● **Your assignment**:
Scan the material for "graph". Copy every line it appears in.

● **The records**:
BEGIN

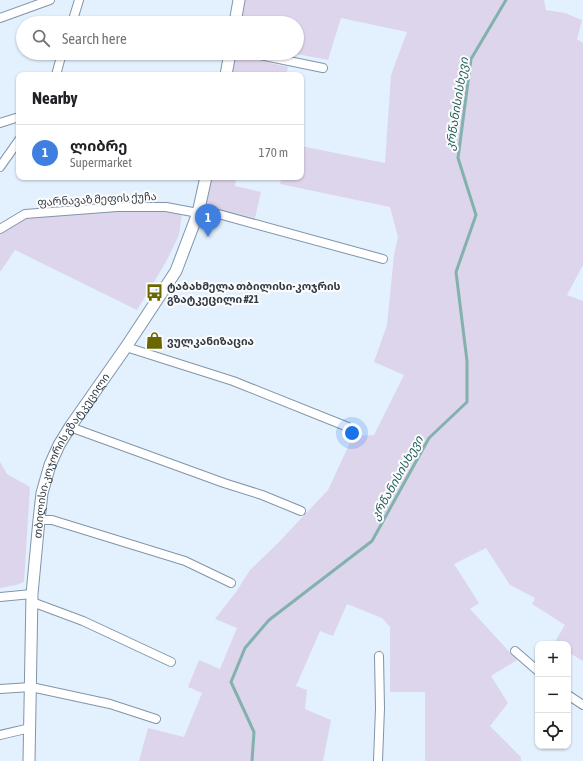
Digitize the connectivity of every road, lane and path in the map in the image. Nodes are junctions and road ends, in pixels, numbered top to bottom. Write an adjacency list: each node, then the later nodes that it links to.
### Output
1 (50, 0): 6 (street)
2 (79, 0): 4 (street)
3 (239, 0): 5 (main road)
4 (74, 16)
5 (236, 16)
6 (0, 18)
7 (60, 60): 11 (street)
8 (229, 60): 12 (main road)
9 (284, 60): 10 (street)
10 (323, 68)
11 (57, 72)
12 (227, 72)
13 (16, 117): 14 (street)
14 (0, 123)
15 (16, 144): 16 (street)
16 (0, 167)
17 (205, 180): 18 (main road, თბილისი-კოჯორის გზატკეცილი)
18 (199, 211): 19 (street, ფარნავაზ მეფის ქუჩა); 20 (street, ფარნავაზ მეფის ქუჩა); 21 (main road, თბილისი-კოჯორის გზატკეცილი)
19 (0, 229)
20 (383, 259)
21 (126, 347): 22 (main road, თბილისი-კოჯორის გზატკეცილი); 23 (street)
22 (70, 427): 24 (street); 25 (main road, თბილისი-კოჯორის გზატკეცილი)
23 (348, 427)
24 (301, 511)
25 (39, 520): 26 (street); 28 (main road, თბილისი-კოჯორის გზატკეცილი)
26 (230, 583)
27 (0, 597): 28 (street)
28 (32, 598): 31 (street); 33 (main road, თბილისი-კოჯორის გზატკეცილი)
29 (516, 652): 32 (street)
30 (379, 656): 41 (street)
31 (171, 662)
32 (535, 668)
33 (31, 686): 34 (street); 37 (street); 38 (main road, თბილისი-კოჯორის გზატკეცილი)
34 (0, 689)
35 (571, 698): 36 (street)
36 (583, 705)
37 (156, 719)
38 (30, 728): 39 (street); 40 (main road, თბილისი-კოჯორის გზატკეცილი)
39 (0, 735)
40 (29, 761)
41 (378, 761)

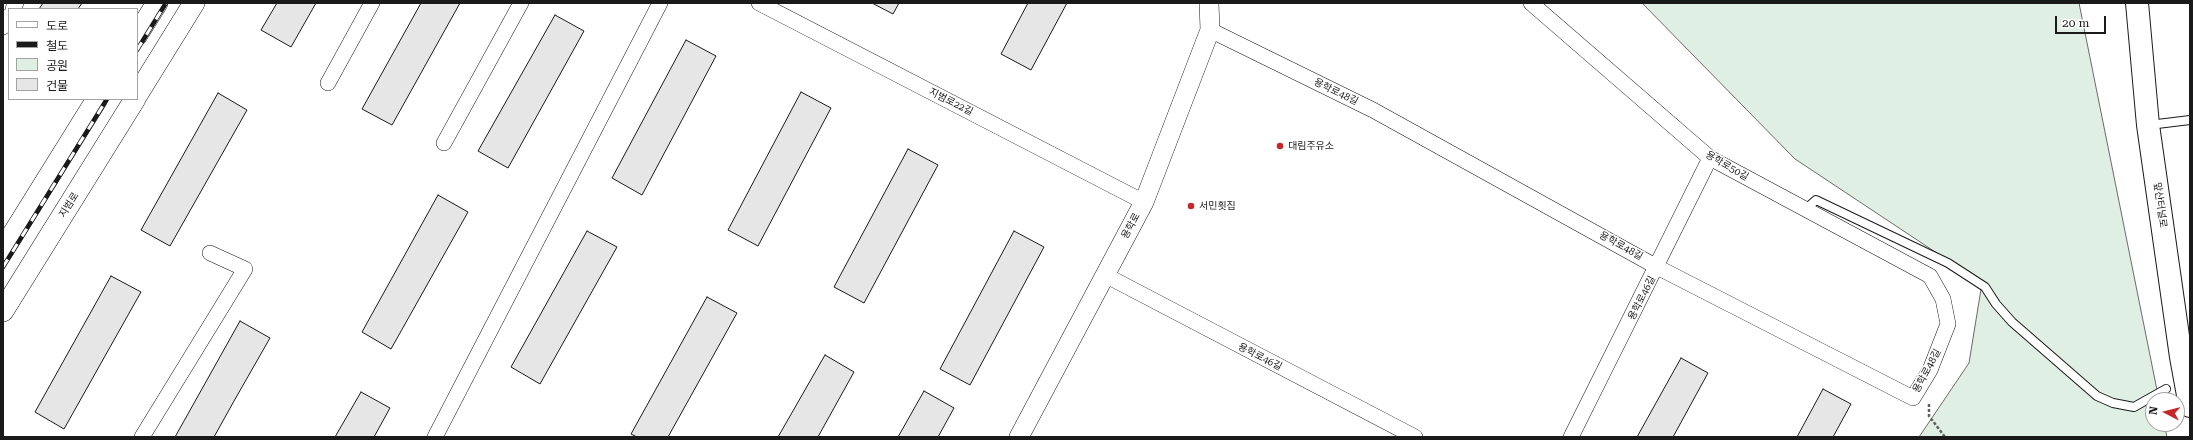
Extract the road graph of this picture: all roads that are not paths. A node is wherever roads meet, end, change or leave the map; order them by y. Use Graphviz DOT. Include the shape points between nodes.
graph roads {
  1 [pos="157,3"];
  2 [pos="194,3"];
  3 [pos="372,3"];
  4 [pos="521,3"];
  5 [pos="660,3"];
  6 [pos="759,3"];
  7 [pos="1209,3"];
  8 [pos="1531,3"];
  9 [pos="2137,3"];
  10 [pos="8,18"];
  11 [pos="3,27"];
  12 [pos="1210,30"];
  13 [pos="138,33"];
  14 [pos="328,83"];
  15 [pos="138,93"];
  16 [pos="96,100"];
  17 [pos="134,100"];
  18 [pos="2190,120"];
  19 [pos="2148,125"];
  20 [pos="444,143"];
  21 [pos="1710,158"];
  22 [pos="1144,202"];
  23 [pos="1806,210"];
  24 [pos="3,250"];
  25 [pos="210,253"];
  26 [pos="1657,267"];
  27 [pos="1105,275"];
  28 [pos="1930,276"];
  29 [pos="3,311"];
  30 [pos="2166,389"];
  31 [pos="2190,406"];
  32 [pos="142,437"];
  33 [pos="435,437"];
  34 [pos="1020,437"];
  35 [pos="1415,437"];
  36 [pos="1572,437"];
  1 -- 13 [label="main road"];
  2 -- 15 [label="main road"];
  3 -- 14 [label="street"];
  4 -- 20 [label="street"];
  5 -- 33 [label="street"];
  6 -- 22 [label="street, 지범로22길"];
  7 -- 12 [label="street, 용학로"];
  8 -- 21 [label="street, 용학로50길"];
  9 -- 19 [label="highway, 앞산터널로"];
  10 -- 11 [label="street"];
  12 -- 22 [label="street, 용학로"];
  12 -- 26 [label="street, 용학로48길" via="1373,110"];
  16 -- 24 [label="main road"];
  17 -- 29 [label="main road, 지범로"];
  18 -- 19 [label="lane"];
  19 -- 31 [label="highway, 앞산터널로"];
  21 -- 23 [label="street, 용학로50길"];
  21 -- 26 [label="street, 용학로46길"];
  22 -- 27 [label="street, 용학로"];
  23 -- 28 [label="street, 용학로50길"];
  23 -- 30 [label="lane" via="1816,200 1954,267 1985,287 2012,322 2097,396 2112,403 2134,407"];
  25 -- 32 [label="street" via="245,269"];
  26 -- 28 [label="street, 용학로48길" via="1913,398 1930,370 1948,324 1943,299"];
  26 -- 36 [label="street, 용학로46길"];
  27 -- 34 [label="street, 용학로"];
  27 -- 35 [label="street, 용학로46길"];
}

END

● **Response to this exercise**:
Extract the road graph of this picture: all roads that are not paths. A node is wherever roads meet, end, change or leave the map; order them by y. Use Graphviz DOT. Include the shape points between nodes.
graph roads {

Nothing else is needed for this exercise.